→ MATERIAL SUPPLIED:

=-=-=-=-=

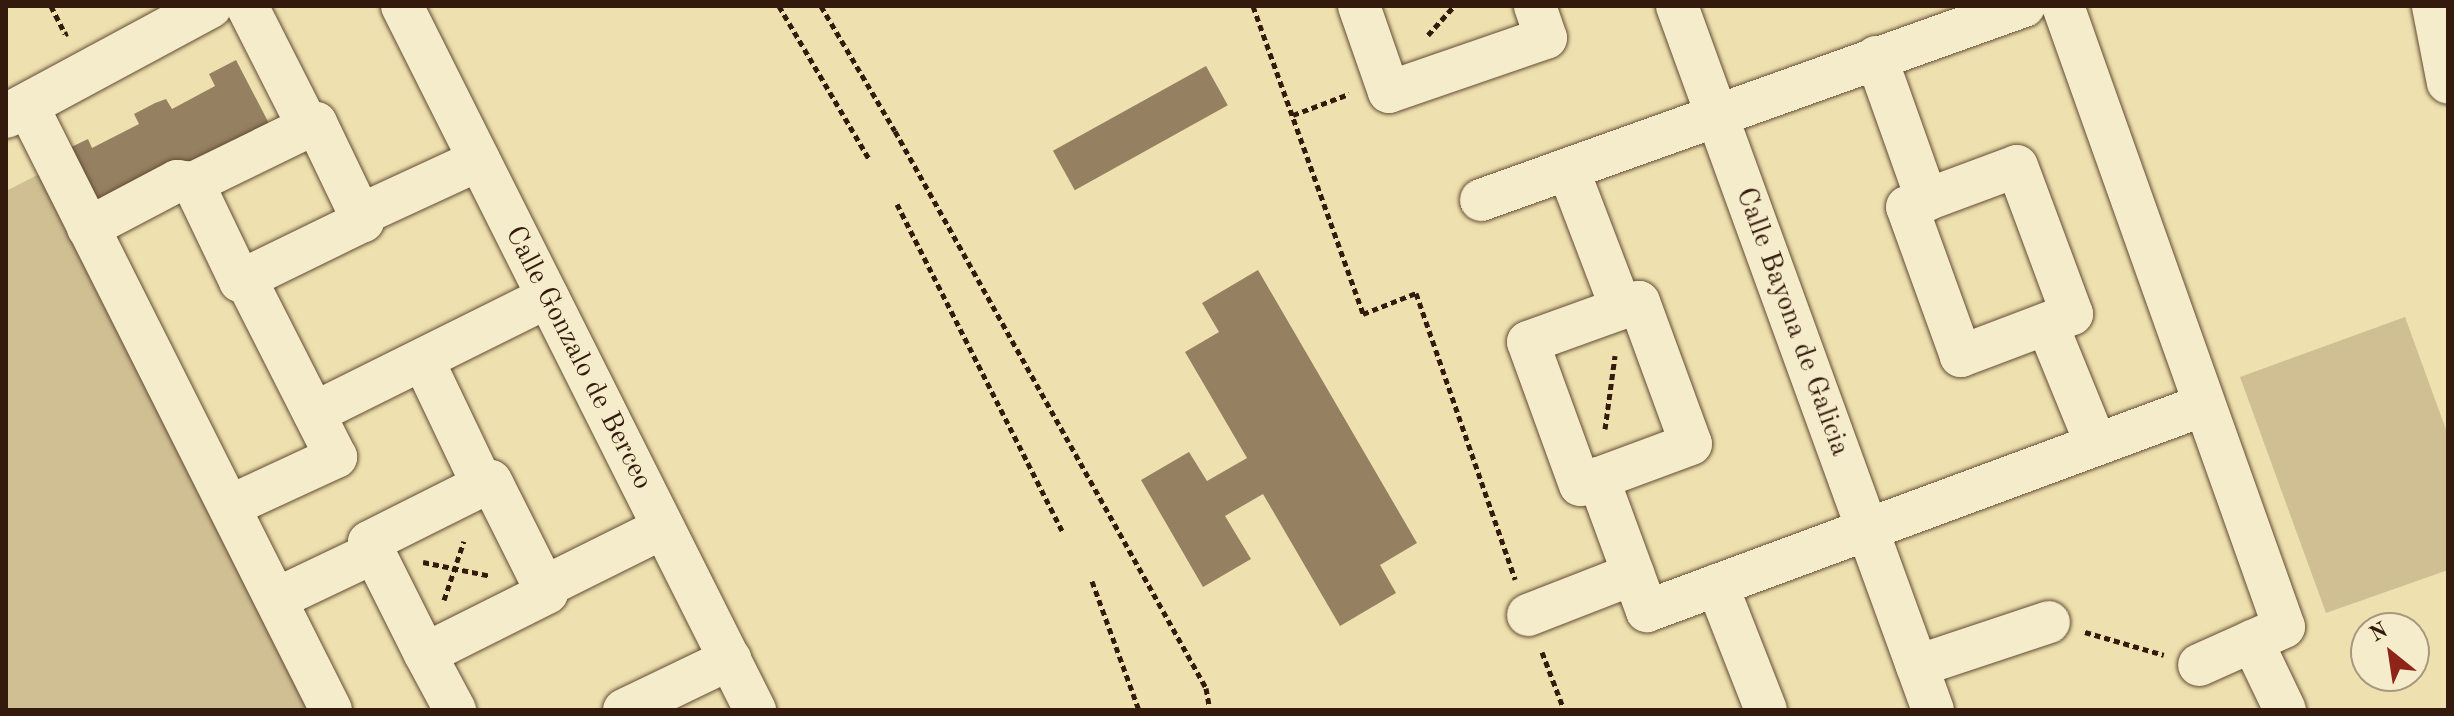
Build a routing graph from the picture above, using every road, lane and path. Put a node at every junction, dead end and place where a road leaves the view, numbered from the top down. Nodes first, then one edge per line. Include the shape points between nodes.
1 (51, 6) edge
2 (210, 6) edge
3 (247, 6) edge
4 (402, 6) edge
5 (779, 6) edge
6 (821, 6) edge
7 (1253, 6) edge
8 (1359, 6) edge
9 (1535, 6) edge
10 (1677, 6) edge
11 (2024, 6) edge
12 (2063, 6) edge
13 (2433, 6) edge
14 (1949, 17) edge
15 (78, 27) dead end
16 (1876, 57) junction
17 (2448, 83) edge
18 (16, 110) edge
19 (1717, 115) junction
20 (309, 128) junction
21 (869, 159) dead end
22 (479, 160) junction
23 (1568, 169) junction
24 (193, 183) junction
25 (1481, 200) dead end
26 (1927, 200) junction
27 (897, 204) dead end
28 (360, 215) junction
29 (88, 228) junction
30 (245, 278) junction
31 (548, 297) junction
32 (1621, 308) junction
33 (2047, 324) junction
34 (423, 360) junction
35 (2204, 405) junction
36 (314, 413) junction
37 (2096, 444) junction
38 (1598, 478) junction
39 (483, 486) junction
40 (230, 506) junction
41 (663, 528) junction
42 (1867, 530) junction
43 (1062, 531) dead end
44 (375, 552) junction
45 (454, 569) junction
46 (1092, 581) dead end
47 (1717, 585) junction
48 (544, 587) junction
49 (1640, 593) junction
50 (276, 599) junction
51 (1528, 615) junction
52 (2049, 622) joint
53 (2252, 641) junction
54 (425, 654) junction
55 (730, 659) junction
56 (2199, 665) joint
57 (1917, 666) junction
58 (331, 710) edge
59 (455, 710) edge
60 (624, 710) edge
61 (755, 710) edge
62 (1139, 710) edge
63 (1210, 710) edge
64 (1564, 710) edge
65 (1766, 710) edge
66 (1933, 710) edge
67 (2285, 710) edge

1 - 15 path via 65,34
2 - 18 street
3 - 20 street
4 - 22 street, Calle Gonzalo de Berceo
5 - 21 path
6 - 63 path via 1206,688
7 - 51 path via 1363,314 1416,293
8 - 9 street via 1389,92 1546,38
10 - 19 street, Calle Bayona de Galicia
11 - 14 street
12 - 35 street
13 - 17 street
14 - 16 street
16 - 19 street
16 - 26 street
18 - 29 street
19 - 23 street
19 - 42 street, Calle Bayona de Galicia
20 - 24 street
20 - 28 street via 316,123
22 - 28 street
22 - 31 street, Calle Gonzalo de Berceo
23 - 25 street
23 - 32 street
24 - 29 street via 177,181
24 - 30 street via 240,281
26 - 33 street via 1907,207 1961,356
26 - 33 street via 2017,166 2072,314
27 - 43 path
28 - 30 street via 363,221
29 - 40 street
30 - 36 street
31 - 34 street
31 - 41 street, Calle Gonzalo de Berceo
32 - 38 path
32 - 38 street via 1639,302 1691,444
32 - 38 street via 1528,342 1580,485
33 - 37 street
34 - 36 street
34 - 39 street
35 - 37 street
35 - 53 street via 2284,627
36 - 40 street via 336,457
37 - 42 street
38 - 49 street
39 - 44 street via 369,542
39 - 45 path
39 - 48 street via 491,481
40 - 50 street
41 - 48 street
41 - 55 street, Calle Gonzalo de Berceo
42 - 47 street
42 - 57 street, Calle Bayona de Galicia
44 - 45 path
44 - 50 street
44 - 54 street
45 - 48 path
45 - 54 path
46 - 62 path
47 - 49 street
47 - 65 street
48 - 54 street via 547,593
49 - 51 street
50 - 58 street
51 - 64 path
52 - 56 path
52 - 57 street
53 - 56 street
53 - 67 street
54 - 59 street
55 - 60 street
55 - 61 street, Calle Gonzalo de Berceo
57 - 66 street, Calle Bayona de Galicia

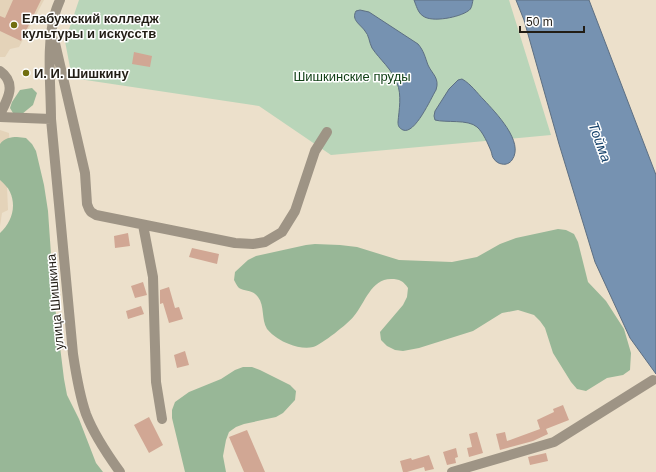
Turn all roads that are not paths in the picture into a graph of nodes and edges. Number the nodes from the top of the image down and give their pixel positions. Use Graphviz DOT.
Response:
graph roads {
  1 [pos="60,0"];
  2 [pos="51,37"];
  3 [pos="0,71"];
  4 [pos="0,115"];
  5 [pos="52,119"];
  6 [pos="327,132"];
  7 [pos="143,225"];
  8 [pos="653,380"];
  9 [pos="162,419"];
  10 [pos="120,472"];
  11 [pos="452,472"];
  1 -- 2 [label="street, улица Шишкина"];
  2 -- 5 [label="street, улица Шишкина"];
  2 -- 7 [label="street"];
  3 -- 4 [label="street"];
  4 -- 5 [label="street"];
  5 -- 10 [label="street, улица Шишкина"];
  6 -- 7 [label="street"];
  7 -- 9 [label="street"];
  8 -- 11 [label="street"];
}
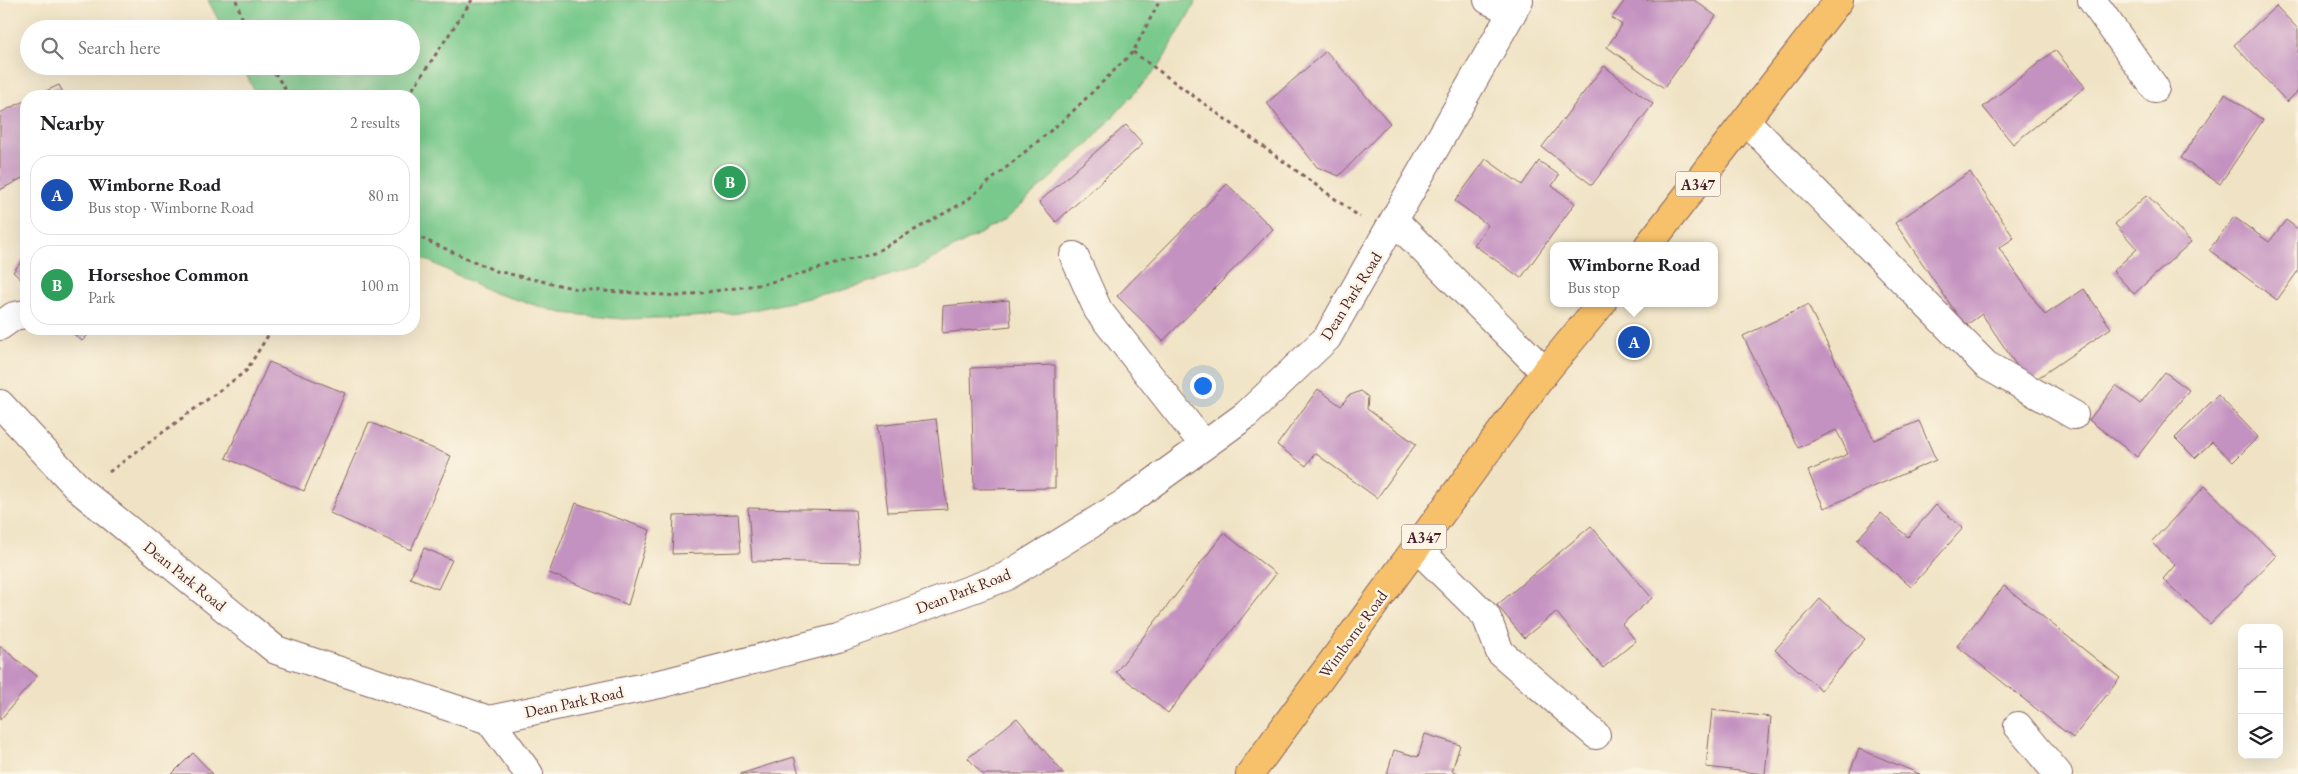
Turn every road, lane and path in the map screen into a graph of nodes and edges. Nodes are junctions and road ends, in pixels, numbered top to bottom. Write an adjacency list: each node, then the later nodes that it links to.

=-=-=-=-=

→ PROMPT:
Please restate the material word for word; the pictures stay out.

→ REPLY:
Build a routing graph from the picture above, using every road, lane and path. Put a node at every junction, dead end and place where a road leaves the view, numbered from the top down. Nodes first, then one edge per line. Include the shape points between nodes.
1 (51, 6) edge
2 (210, 6) edge
3 (247, 6) edge
4 (402, 6) edge
5 (779, 6) edge
6 (821, 6) edge
7 (1253, 6) edge
8 (1359, 6) edge
9 (1535, 6) edge
10 (1677, 6) edge
11 (2024, 6) edge
12 (2063, 6) edge
13 (2433, 6) edge
14 (1949, 17) edge
15 (78, 27) dead end
16 (1876, 57) junction
17 (2448, 83) edge
18 (16, 110) edge
19 (1717, 115) junction
20 (309, 128) junction
21 (869, 159) dead end
22 (479, 160) junction
23 (1568, 169) junction
24 (193, 183) junction
25 (1481, 200) dead end
26 (1927, 200) junction
27 (897, 204) dead end
28 (360, 215) junction
29 (88, 228) junction
30 (245, 278) junction
31 (548, 297) junction
32 (1621, 308) junction
33 (2047, 324) junction
34 (423, 360) junction
35 (2204, 405) junction
36 (314, 413) junction
37 (2096, 444) junction
38 (1598, 478) junction
39 (483, 486) junction
40 (230, 506) junction
41 (663, 528) junction
42 (1867, 530) junction
43 (1062, 531) dead end
44 (375, 552) junction
45 (454, 569) junction
46 (1092, 581) dead end
47 (1717, 585) junction
48 (544, 587) junction
49 (1640, 593) junction
50 (276, 599) junction
51 (1528, 615) junction
52 (2049, 622) joint
53 (2252, 641) junction
54 (425, 654) junction
55 (730, 659) junction
56 (2199, 665) joint
57 (1917, 666) junction
58 (331, 710) edge
59 (455, 710) edge
60 (624, 710) edge
61 (755, 710) edge
62 (1139, 710) edge
63 (1210, 710) edge
64 (1564, 710) edge
65 (1766, 710) edge
66 (1933, 710) edge
67 (2285, 710) edge

1 - 15 path via 65,34
2 - 18 street
3 - 20 street
4 - 22 street, Calle Gonzalo de Berceo
5 - 21 path
6 - 63 path via 1206,688
7 - 51 path via 1363,314 1416,293
8 - 9 street via 1389,92 1546,38
10 - 19 street, Calle Bayona de Galicia
11 - 14 street
12 - 35 street
13 - 17 street
14 - 16 street
16 - 19 street
16 - 26 street
18 - 29 street
19 - 23 street
19 - 42 street, Calle Bayona de Galicia
20 - 24 street
20 - 28 street via 316,123
22 - 28 street
22 - 31 street, Calle Gonzalo de Berceo
23 - 25 street
23 - 32 street
24 - 29 street via 177,181
24 - 30 street via 240,281
26 - 33 street via 1907,207 1961,356
26 - 33 street via 2017,166 2072,314
27 - 43 path
28 - 30 street via 363,221
29 - 40 street
30 - 36 street
31 - 34 street
31 - 41 street, Calle Gonzalo de Berceo
32 - 38 path
32 - 38 street via 1639,302 1691,444
32 - 38 street via 1528,342 1580,485
33 - 37 street
34 - 36 street
34 - 39 street
35 - 37 street
35 - 53 street via 2284,627
36 - 40 street via 336,457
37 - 42 street
38 - 49 street
39 - 44 street via 369,542
39 - 45 path
39 - 48 street via 491,481
40 - 50 street
41 - 48 street
41 - 55 street, Calle Gonzalo de Berceo
42 - 47 street
42 - 57 street, Calle Bayona de Galicia
44 - 45 path
44 - 50 street
44 - 54 street
45 - 48 path
45 - 54 path
46 - 62 path
47 - 49 street
47 - 65 street
48 - 54 street via 547,593
49 - 51 street
50 - 58 street
51 - 64 path
52 - 56 path
52 - 57 street
53 - 56 street
53 - 67 street
54 - 59 street
55 - 60 street
55 - 61 street, Calle Gonzalo de Berceo
57 - 66 street, Calle Bayona de Galicia

Turn all roads that are not paths in the picture into a graph of nodes and edges. Number the nodes from the top of the image down and give their pixel positions. Use Graphviz DOT.
Response:
graph roads {
  1 [pos="60,0"];
  2 [pos="51,37"];
  3 [pos="0,71"];
  4 [pos="0,115"];
  5 [pos="52,119"];
  6 [pos="327,132"];
  7 [pos="143,225"];
  8 [pos="653,380"];
  9 [pos="162,419"];
  10 [pos="120,472"];
  11 [pos="452,472"];
  1 -- 2 [label="street, улица Шишкина"];
  2 -- 5 [label="street, улица Шишкина"];
  2 -- 7 [label="street"];
  3 -- 4 [label="street"];
  4 -- 5 [label="street"];
  5 -- 10 [label="street, улица Шишкина"];
  6 -- 7 [label="street"];
  7 -- 9 [label="street"];
  8 -- 11 [label="street"];
}
Turn every road, lane and path in the map screen into a graph of nodes and edges. Nodes are junctions and road ends, in pixels, numbered top to bottom. Write an adjacency list: each node, then the later nodes that it links to.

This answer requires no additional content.